» Available data
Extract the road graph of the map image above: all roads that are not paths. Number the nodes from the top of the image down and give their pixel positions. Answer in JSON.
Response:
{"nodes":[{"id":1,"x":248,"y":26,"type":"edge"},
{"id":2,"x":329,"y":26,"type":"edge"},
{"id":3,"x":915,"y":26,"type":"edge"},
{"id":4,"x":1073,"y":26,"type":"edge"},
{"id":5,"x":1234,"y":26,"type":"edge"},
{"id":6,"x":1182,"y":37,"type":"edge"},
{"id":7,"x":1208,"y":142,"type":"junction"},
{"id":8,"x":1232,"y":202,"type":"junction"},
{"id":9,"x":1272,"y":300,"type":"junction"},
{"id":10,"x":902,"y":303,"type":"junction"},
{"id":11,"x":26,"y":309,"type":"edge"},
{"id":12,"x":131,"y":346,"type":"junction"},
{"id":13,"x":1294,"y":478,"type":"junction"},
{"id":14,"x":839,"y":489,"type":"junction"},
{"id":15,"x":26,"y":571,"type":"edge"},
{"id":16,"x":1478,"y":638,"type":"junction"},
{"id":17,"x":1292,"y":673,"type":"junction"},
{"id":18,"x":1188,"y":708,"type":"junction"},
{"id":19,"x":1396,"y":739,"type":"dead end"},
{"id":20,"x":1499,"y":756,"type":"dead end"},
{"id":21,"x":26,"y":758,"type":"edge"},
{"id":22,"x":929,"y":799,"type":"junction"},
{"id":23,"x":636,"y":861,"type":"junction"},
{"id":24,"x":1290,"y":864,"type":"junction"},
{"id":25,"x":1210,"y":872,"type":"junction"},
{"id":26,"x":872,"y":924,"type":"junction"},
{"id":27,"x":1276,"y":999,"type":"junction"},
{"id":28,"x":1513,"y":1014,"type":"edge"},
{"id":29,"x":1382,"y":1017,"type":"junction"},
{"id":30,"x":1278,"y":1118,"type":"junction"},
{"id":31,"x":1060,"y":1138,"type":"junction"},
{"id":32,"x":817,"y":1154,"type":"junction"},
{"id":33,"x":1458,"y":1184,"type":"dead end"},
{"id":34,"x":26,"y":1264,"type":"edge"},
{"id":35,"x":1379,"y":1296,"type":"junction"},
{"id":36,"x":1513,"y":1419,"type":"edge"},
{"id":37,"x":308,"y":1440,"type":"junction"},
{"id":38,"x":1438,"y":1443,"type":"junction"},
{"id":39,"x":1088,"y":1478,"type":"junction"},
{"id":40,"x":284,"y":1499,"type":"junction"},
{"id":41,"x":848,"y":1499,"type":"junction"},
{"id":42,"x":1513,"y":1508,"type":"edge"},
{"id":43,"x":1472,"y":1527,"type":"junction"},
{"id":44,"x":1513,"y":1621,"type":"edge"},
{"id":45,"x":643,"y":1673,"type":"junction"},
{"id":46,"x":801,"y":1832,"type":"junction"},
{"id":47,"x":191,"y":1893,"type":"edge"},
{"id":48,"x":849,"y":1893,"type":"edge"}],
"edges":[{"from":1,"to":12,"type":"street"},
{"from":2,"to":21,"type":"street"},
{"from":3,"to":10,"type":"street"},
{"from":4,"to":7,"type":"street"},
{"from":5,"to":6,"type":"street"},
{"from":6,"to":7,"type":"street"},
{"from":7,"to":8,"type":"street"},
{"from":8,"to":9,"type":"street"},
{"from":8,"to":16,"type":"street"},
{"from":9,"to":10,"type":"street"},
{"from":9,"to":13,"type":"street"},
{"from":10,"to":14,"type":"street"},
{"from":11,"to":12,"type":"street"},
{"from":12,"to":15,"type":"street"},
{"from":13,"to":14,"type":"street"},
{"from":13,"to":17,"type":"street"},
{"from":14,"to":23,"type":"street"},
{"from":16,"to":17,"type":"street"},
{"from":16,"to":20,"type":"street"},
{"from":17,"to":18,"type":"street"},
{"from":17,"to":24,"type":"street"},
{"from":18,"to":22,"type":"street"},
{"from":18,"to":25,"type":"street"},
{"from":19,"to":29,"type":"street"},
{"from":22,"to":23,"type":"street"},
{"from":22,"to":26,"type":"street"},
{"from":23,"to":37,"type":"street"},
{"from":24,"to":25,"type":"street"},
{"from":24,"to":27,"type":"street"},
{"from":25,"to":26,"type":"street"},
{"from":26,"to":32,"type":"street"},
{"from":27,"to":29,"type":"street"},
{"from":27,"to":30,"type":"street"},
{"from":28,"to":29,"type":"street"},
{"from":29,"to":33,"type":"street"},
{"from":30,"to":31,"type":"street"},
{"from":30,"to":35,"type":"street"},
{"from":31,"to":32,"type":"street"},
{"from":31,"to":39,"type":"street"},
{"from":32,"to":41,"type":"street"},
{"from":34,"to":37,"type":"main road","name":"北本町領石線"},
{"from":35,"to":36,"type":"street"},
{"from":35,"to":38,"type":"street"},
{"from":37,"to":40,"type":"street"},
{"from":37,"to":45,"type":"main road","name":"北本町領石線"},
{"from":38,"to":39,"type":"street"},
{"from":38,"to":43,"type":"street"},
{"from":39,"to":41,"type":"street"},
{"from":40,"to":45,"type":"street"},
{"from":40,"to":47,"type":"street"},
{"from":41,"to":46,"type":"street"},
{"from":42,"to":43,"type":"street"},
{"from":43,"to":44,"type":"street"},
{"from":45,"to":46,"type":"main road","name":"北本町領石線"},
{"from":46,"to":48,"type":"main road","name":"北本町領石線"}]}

» What the task requires
Would you mind giving all the records again exactly?

» Expected output
Extract the road graph of the map image above: all roads that are not paths. Number the nodes from the top of the image down and give their pixel positions. Answer in JSON.
Response:
{"nodes":[{"id":1,"x":248,"y":26,"type":"edge"},
{"id":2,"x":329,"y":26,"type":"edge"},
{"id":3,"x":915,"y":26,"type":"edge"},
{"id":4,"x":1073,"y":26,"type":"edge"},
{"id":5,"x":1234,"y":26,"type":"edge"},
{"id":6,"x":1182,"y":37,"type":"edge"},
{"id":7,"x":1208,"y":142,"type":"junction"},
{"id":8,"x":1232,"y":202,"type":"junction"},
{"id":9,"x":1272,"y":300,"type":"junction"},
{"id":10,"x":902,"y":303,"type":"junction"},
{"id":11,"x":26,"y":309,"type":"edge"},
{"id":12,"x":131,"y":346,"type":"junction"},
{"id":13,"x":1294,"y":478,"type":"junction"},
{"id":14,"x":839,"y":489,"type":"junction"},
{"id":15,"x":26,"y":571,"type":"edge"},
{"id":16,"x":1478,"y":638,"type":"junction"},
{"id":17,"x":1292,"y":673,"type":"junction"},
{"id":18,"x":1188,"y":708,"type":"junction"},
{"id":19,"x":1396,"y":739,"type":"dead end"},
{"id":20,"x":1499,"y":756,"type":"dead end"},
{"id":21,"x":26,"y":758,"type":"edge"},
{"id":22,"x":929,"y":799,"type":"junction"},
{"id":23,"x":636,"y":861,"type":"junction"},
{"id":24,"x":1290,"y":864,"type":"junction"},
{"id":25,"x":1210,"y":872,"type":"junction"},
{"id":26,"x":872,"y":924,"type":"junction"},
{"id":27,"x":1276,"y":999,"type":"junction"},
{"id":28,"x":1513,"y":1014,"type":"edge"},
{"id":29,"x":1382,"y":1017,"type":"junction"},
{"id":30,"x":1278,"y":1118,"type":"junction"},
{"id":31,"x":1060,"y":1138,"type":"junction"},
{"id":32,"x":817,"y":1154,"type":"junction"},
{"id":33,"x":1458,"y":1184,"type":"dead end"},
{"id":34,"x":26,"y":1264,"type":"edge"},
{"id":35,"x":1379,"y":1296,"type":"junction"},
{"id":36,"x":1513,"y":1419,"type":"edge"},
{"id":37,"x":308,"y":1440,"type":"junction"},
{"id":38,"x":1438,"y":1443,"type":"junction"},
{"id":39,"x":1088,"y":1478,"type":"junction"},
{"id":40,"x":284,"y":1499,"type":"junction"},
{"id":41,"x":848,"y":1499,"type":"junction"},
{"id":42,"x":1513,"y":1508,"type":"edge"},
{"id":43,"x":1472,"y":1527,"type":"junction"},
{"id":44,"x":1513,"y":1621,"type":"edge"},
{"id":45,"x":643,"y":1673,"type":"junction"},
{"id":46,"x":801,"y":1832,"type":"junction"},
{"id":47,"x":191,"y":1893,"type":"edge"},
{"id":48,"x":849,"y":1893,"type":"edge"}],
"edges":[{"from":1,"to":12,"type":"street"},
{"from":2,"to":21,"type":"street"},
{"from":3,"to":10,"type":"street"},
{"from":4,"to":7,"type":"street"},
{"from":5,"to":6,"type":"street"},
{"from":6,"to":7,"type":"street"},
{"from":7,"to":8,"type":"street"},
{"from":8,"to":9,"type":"street"},
{"from":8,"to":16,"type":"street"},
{"from":9,"to":10,"type":"street"},
{"from":9,"to":13,"type":"street"},
{"from":10,"to":14,"type":"street"},
{"from":11,"to":12,"type":"street"},
{"from":12,"to":15,"type":"street"},
{"from":13,"to":14,"type":"street"},
{"from":13,"to":17,"type":"street"},
{"from":14,"to":23,"type":"street"},
{"from":16,"to":17,"type":"street"},
{"from":16,"to":20,"type":"street"},
{"from":17,"to":18,"type":"street"},
{"from":17,"to":24,"type":"street"},
{"from":18,"to":22,"type":"street"},
{"from":18,"to":25,"type":"street"},
{"from":19,"to":29,"type":"street"},
{"from":22,"to":23,"type":"street"},
{"from":22,"to":26,"type":"street"},
{"from":23,"to":37,"type":"street"},
{"from":24,"to":25,"type":"street"},
{"from":24,"to":27,"type":"street"},
{"from":25,"to":26,"type":"street"},
{"from":26,"to":32,"type":"street"},
{"from":27,"to":29,"type":"street"},
{"from":27,"to":30,"type":"street"},
{"from":28,"to":29,"type":"street"},
{"from":29,"to":33,"type":"street"},
{"from":30,"to":31,"type":"street"},
{"from":30,"to":35,"type":"street"},
{"from":31,"to":32,"type":"street"},
{"from":31,"to":39,"type":"street"},
{"from":32,"to":41,"type":"street"},
{"from":34,"to":37,"type":"main road","name":"北本町領石線"},
{"from":35,"to":36,"type":"street"},
{"from":35,"to":38,"type":"street"},
{"from":37,"to":40,"type":"street"},
{"from":37,"to":45,"type":"main road","name":"北本町領石線"},
{"from":38,"to":39,"type":"street"},
{"from":38,"to":43,"type":"street"},
{"from":39,"to":41,"type":"street"},
{"from":40,"to":45,"type":"street"},
{"from":40,"to":47,"type":"street"},
{"from":41,"to":46,"type":"street"},
{"from":42,"to":43,"type":"street"},
{"from":43,"to":44,"type":"street"},
{"from":45,"to":46,"type":"main road","name":"北本町領石線"},
{"from":46,"to":48,"type":"main road","name":"北本町領石線"}]}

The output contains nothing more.